I got up and changed into my best work clothes: an old, only slightly frayed pair of blue slacks, well-ironed; a colorful pink-and-white short-sleeved shirt, my best; and the most expensive item I owned, my black patent leather shoes with dark socks.

It took Ames McKinney less than ten minutes to get to me. I was back in the chair behind my desk when I heard his motor scooter come into the DQ lot and park below. I didn’t hear him climb the metal stairs to the second floor or hear his footsteps approach my door. Ames McKinney was polite, born seventy-three years ago, a child of polite, God-fearing Methodists in Texas near the Oklahoma panhandle. Ames knocked. I told him to come in. Ames had once been close to rich and had lost it all. He had trailed the partner who had cheated him to Sarasota, where the partner had changed his name and grown even richer, a steel pillar of philanthropy and high society.

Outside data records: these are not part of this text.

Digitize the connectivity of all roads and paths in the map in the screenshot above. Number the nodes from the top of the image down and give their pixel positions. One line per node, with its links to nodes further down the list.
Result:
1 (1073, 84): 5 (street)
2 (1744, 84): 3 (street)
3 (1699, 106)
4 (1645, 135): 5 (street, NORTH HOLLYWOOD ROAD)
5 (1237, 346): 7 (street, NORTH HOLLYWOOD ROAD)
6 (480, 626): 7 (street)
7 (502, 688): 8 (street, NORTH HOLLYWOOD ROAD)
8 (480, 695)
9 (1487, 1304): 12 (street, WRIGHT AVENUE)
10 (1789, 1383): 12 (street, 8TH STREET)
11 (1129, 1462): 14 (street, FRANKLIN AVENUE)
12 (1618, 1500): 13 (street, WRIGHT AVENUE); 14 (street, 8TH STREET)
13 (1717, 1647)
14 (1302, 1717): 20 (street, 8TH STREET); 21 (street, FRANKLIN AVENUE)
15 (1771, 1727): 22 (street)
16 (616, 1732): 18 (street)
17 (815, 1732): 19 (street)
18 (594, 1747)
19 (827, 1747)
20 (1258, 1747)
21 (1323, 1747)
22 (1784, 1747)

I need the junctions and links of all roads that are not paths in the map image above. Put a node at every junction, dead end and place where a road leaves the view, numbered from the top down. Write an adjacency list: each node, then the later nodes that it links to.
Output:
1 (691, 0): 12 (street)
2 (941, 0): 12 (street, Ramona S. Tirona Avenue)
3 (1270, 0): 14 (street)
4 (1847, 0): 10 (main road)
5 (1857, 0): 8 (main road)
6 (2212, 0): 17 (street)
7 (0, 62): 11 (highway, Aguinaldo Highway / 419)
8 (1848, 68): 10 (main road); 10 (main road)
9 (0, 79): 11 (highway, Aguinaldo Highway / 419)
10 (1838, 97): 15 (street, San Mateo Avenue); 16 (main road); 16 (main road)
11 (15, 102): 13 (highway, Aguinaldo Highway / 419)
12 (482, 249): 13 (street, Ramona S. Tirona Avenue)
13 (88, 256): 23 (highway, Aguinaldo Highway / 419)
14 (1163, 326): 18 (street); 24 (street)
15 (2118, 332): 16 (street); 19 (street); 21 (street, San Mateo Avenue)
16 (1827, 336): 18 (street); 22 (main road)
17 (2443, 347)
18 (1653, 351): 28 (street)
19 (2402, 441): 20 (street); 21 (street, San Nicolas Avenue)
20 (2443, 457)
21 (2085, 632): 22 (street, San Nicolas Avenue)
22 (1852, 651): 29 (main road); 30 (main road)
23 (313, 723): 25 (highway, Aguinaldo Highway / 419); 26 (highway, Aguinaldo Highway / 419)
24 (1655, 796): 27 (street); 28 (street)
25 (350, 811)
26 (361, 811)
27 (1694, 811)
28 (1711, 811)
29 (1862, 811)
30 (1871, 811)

I found Ames’s partner, and the two of them, in spite of my attempts to reason or threaten them out of it, had an old-fashioned shoot-out on the beach in the park at the far south end of Lido Key. Ames was the better shot. The former partner took a bullet in the heart. Ames served eight months for having an unregistered weapon and engaging in a duel, a law that still existed in Florida. Ames’s age and the evidence of what his former partner had done and my eyewitness testimony about the gunfight had kept the sentence reasonably short.

Now Ames lived in Sarasota, in a room with a bed in the back of the Texas Bar and Grill on Second Street. Ames’s job was to keep the place from being broken into at night and see to it that the owner Ed Fairing’s gun collection was maintained. Ames got the room, food, and a very small salary. It didn’t cost Ames much to live, but even shopping at Goodwill, the motor scooter needed gas, and once in a while a man needs a new toothbrush.